Dataset entries:
____

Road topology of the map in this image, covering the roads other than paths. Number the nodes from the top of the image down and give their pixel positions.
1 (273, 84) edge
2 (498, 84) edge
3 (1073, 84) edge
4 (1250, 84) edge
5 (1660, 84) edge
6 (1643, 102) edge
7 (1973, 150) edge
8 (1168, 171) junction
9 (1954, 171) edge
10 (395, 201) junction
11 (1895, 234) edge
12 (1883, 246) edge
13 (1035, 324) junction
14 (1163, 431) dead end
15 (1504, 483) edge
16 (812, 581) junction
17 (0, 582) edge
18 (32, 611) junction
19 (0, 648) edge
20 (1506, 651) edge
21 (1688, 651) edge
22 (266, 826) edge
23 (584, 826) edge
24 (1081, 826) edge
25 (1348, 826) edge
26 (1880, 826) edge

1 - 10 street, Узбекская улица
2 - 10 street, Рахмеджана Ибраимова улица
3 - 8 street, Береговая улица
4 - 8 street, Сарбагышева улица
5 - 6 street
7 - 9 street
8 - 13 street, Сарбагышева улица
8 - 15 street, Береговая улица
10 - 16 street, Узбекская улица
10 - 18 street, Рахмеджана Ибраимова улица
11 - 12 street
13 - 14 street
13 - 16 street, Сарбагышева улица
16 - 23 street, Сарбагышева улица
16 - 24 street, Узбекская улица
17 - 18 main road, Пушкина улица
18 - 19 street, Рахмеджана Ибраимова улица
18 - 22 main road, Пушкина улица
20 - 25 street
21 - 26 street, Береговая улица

____

◆ Problem details
Copy the lines of the entries above that mention "junction".

◆ Reply to the exercise
8 (1168, 171) junction
10 (395, 201) junction
13 (1035, 324) junction
16 (812, 581) junction
18 (32, 611) junction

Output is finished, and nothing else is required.